### Exercise details
Would it be possible to quote, exactly and in full, the lines from the one with "Which roads connect" through the end of the entries below?

━━━━━ Data in this exercise

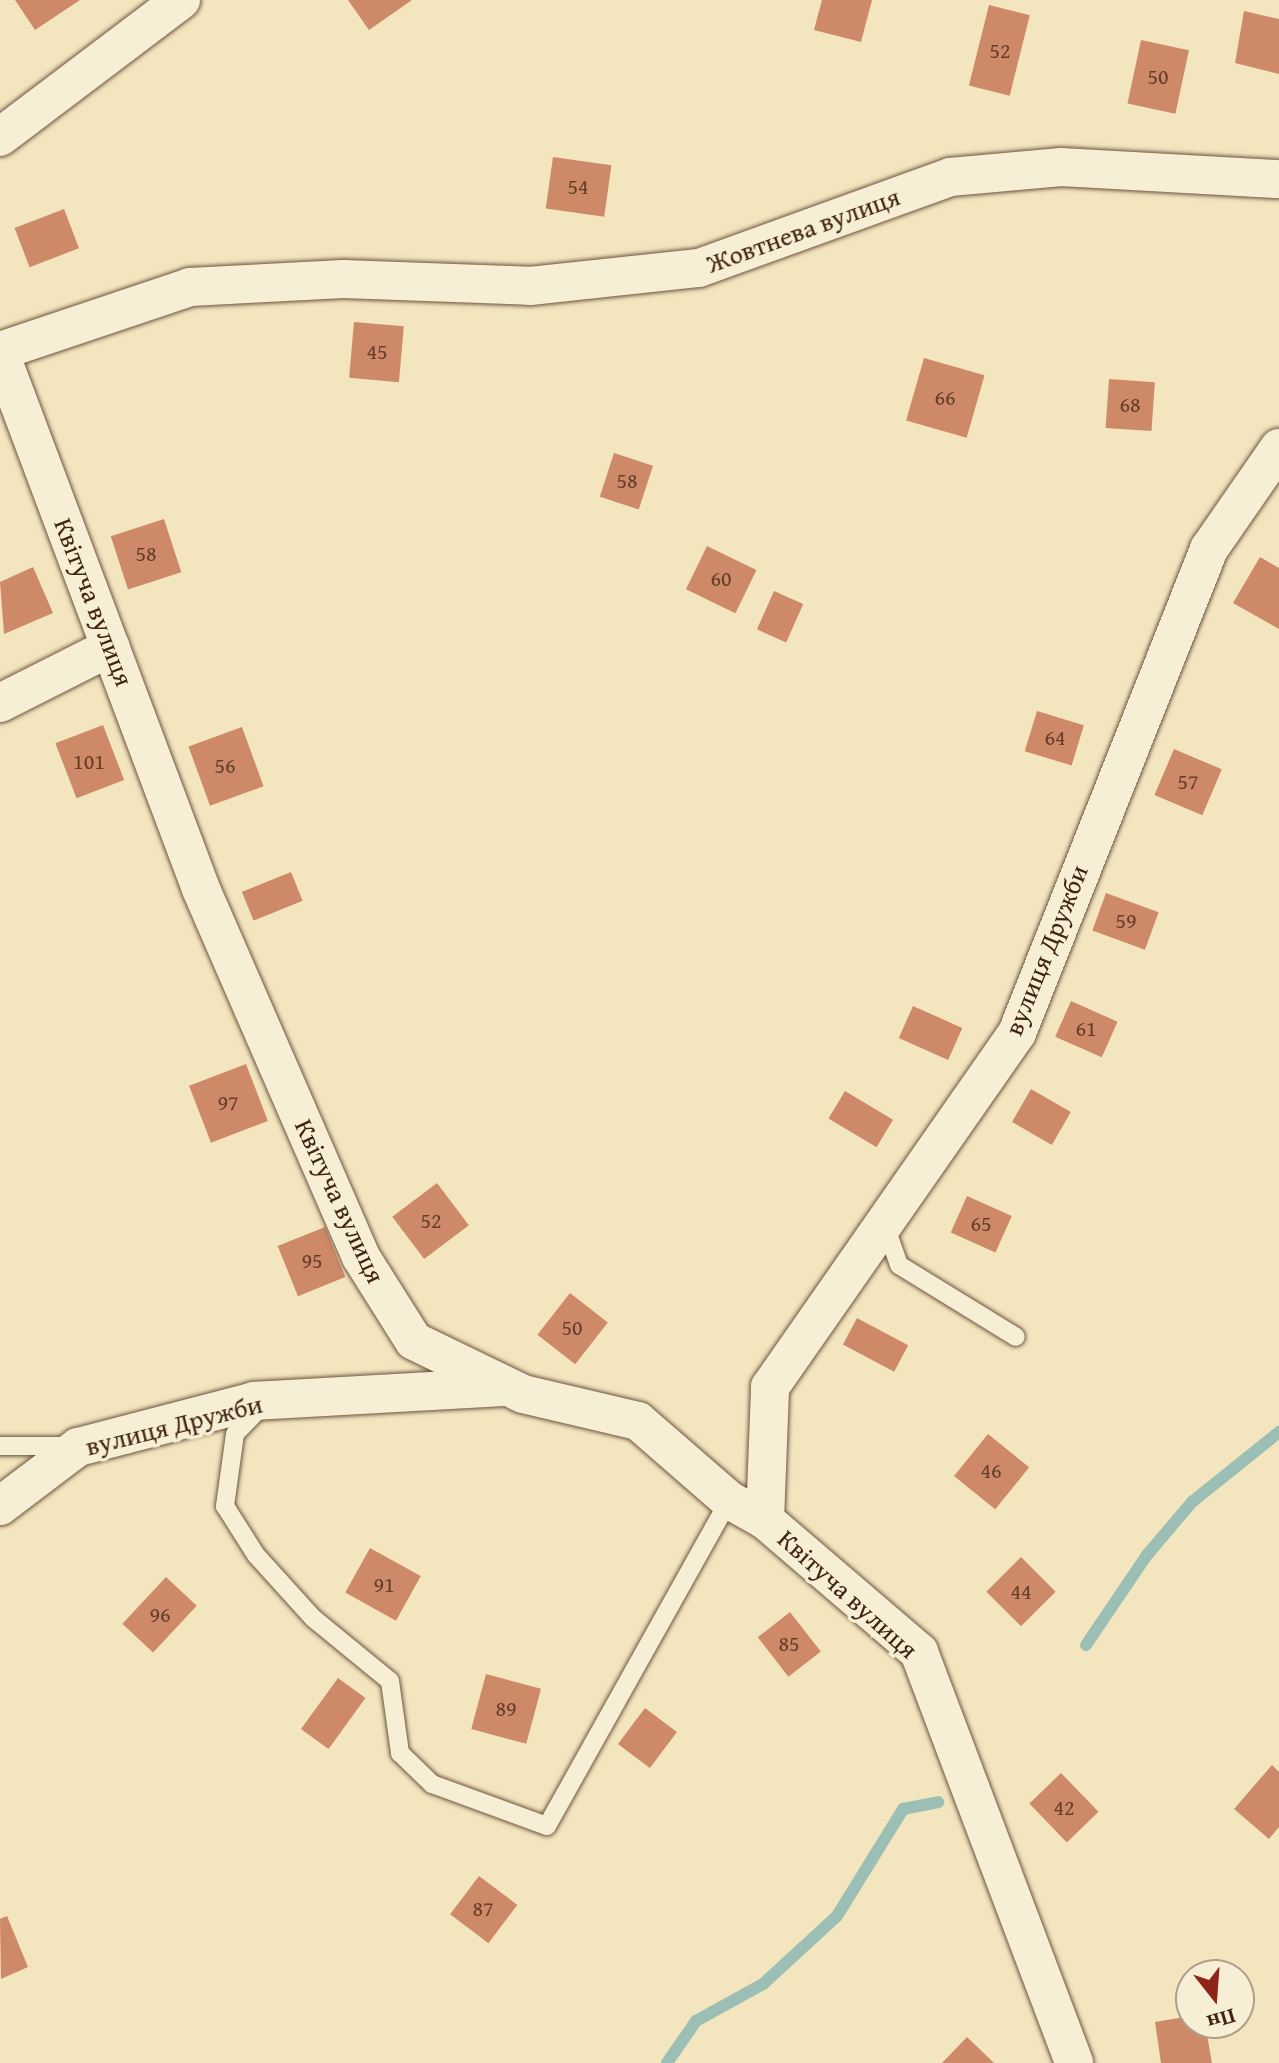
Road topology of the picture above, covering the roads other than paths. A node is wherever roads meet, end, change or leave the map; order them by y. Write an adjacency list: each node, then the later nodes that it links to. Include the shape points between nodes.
1 (181, 0): 2 (street)
2 (0, 137)
3 (1279, 179): 4 (street, Жовтнева вулиця, via 1062,167 950,177 699,268 530,286 343,279 190,287)
4 (0, 352): 6 (street, Квітуча вулиця)
5 (1279, 448): 8 (street, вулиця Дружби, via 1209,549 1017,1033)
6 (111, 647): 7 (street); 10 (street, Квітуча вулиця, via 201,889 361,1257 414,1341)
7 (0, 703)
8 (885, 1225): 9 (lane, via 899,1265); 16 (street, вулиця Дружби, via 770,1387)
9 (1016, 1337)
10 (511, 1387): 11 (street, вулиця Дружби); 14 (street, Квітуча вулиця, via 638,1421)
11 (266, 1400): 13 (street, вулиця Дружби); 14 (lane, via 235,1434 225,1506 256,1555 313,1618 390,1681 400,1753 432,1784 547,1826)
12 (0, 1446): 13 (lane)
13 (78, 1447): 15 (street, вулиця Дружби)
14 (729, 1500): 16 (street, Квітуча вулиця)
15 (0, 1506)
16 (765, 1520): 17 (street, Квітуча вулиця, via 919,1652)
17 (1074, 2063)

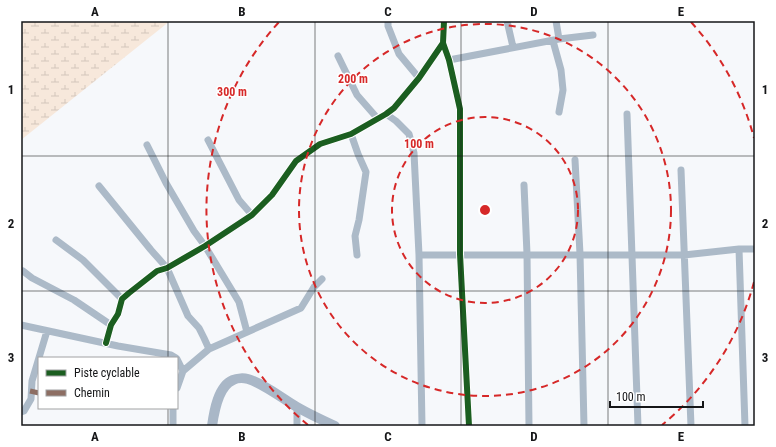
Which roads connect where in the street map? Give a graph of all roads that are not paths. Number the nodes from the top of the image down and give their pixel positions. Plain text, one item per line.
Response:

━━━━━━━━━━

### Solution to this exercise
Which roads connect where in the street map? Give a graph of all roads that are not paths. Number the nodes from the top of the image down and give their pixel positions. Plain text, one item per line.
Response:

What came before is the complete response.